Corona Plaza in Queens, N.Y., is a pedestrian open space with moveable furniture and planted containers, programmed throughout the year with arts and culture, and family activities. New York City built it in 2012 as part of a citywide program to bring attractive open spaces to dense urban areas. Local business support is critical to the long-term success of the plaza as a clean, safe, vibrant community space, and volunteer Edgar Gutierrez has been key to informing and engaging local businesses in the day-to-day as well as big-picture activities on the plaza. (Read about him receiving his Daily Point of Light Award in the Queens Courier.)
During the past year, Gutierrez has been the "eyes and ears on the plaza," keeping residents and businesses apprised on goings-on, and providing valuable feedback to the Queens Economic Development Corp. (QEDC) whenever issues arise. When the City or the QEDC calls community meetings, without request or prompting, Gutierrez prints and distributes notices, goes door-to-door to encourage other business managers and owners to participate, and is always at the ready to help the plaza manager with programming ideas and implementation. The plaza is located in the heart of one of New York's (and the country's) most diverse and dense neighborhoods. Immigrants from around the world live there, and desperately need the open space this plaza provides, as well as the cultural programming it makes possible.
Gutierrez's outreach to businesses – many of them immigrant-owned and struggling – is in close cooperation with the QEDC. He is helping the QEDC develop long-term relationships with business owners who can then benefit from a range of other small business assistance programs.
Gutierrez's outreach efforts are ensuring that these businesses are engaged in the city-sponsored visioning sessions for the plaza's re-design and permanent construction.
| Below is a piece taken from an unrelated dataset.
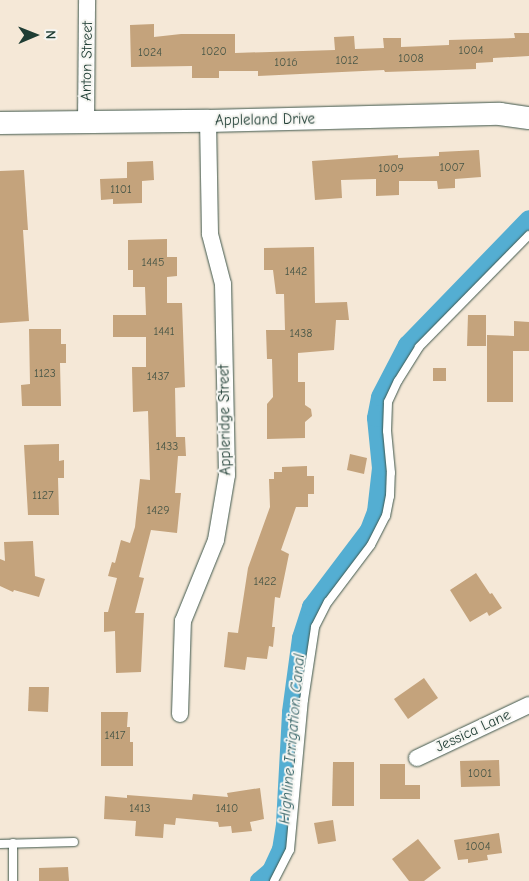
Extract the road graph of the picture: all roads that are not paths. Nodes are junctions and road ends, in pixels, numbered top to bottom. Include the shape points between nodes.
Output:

Having their voices heard in this process will ensure that official decisions are made with a balanced community input. Long-term, when these businesses feel engaged the plaza will be well cared for and better serve this distressed community.
Gutierrez grew up in Queens' Washington Heights neighborhood and has worked at the Walgreens on Corona Plaza in Queens for the past six years. He is motivated to go above and beyond his managerial duties because he cares about this community, and he has observed first-hand that the plaza has improved business, pedestrian safety, and community interaction. He is a natural leader, an unofficial “Mayor of the Plaza” and feels both a personal and professional duty to serve his community.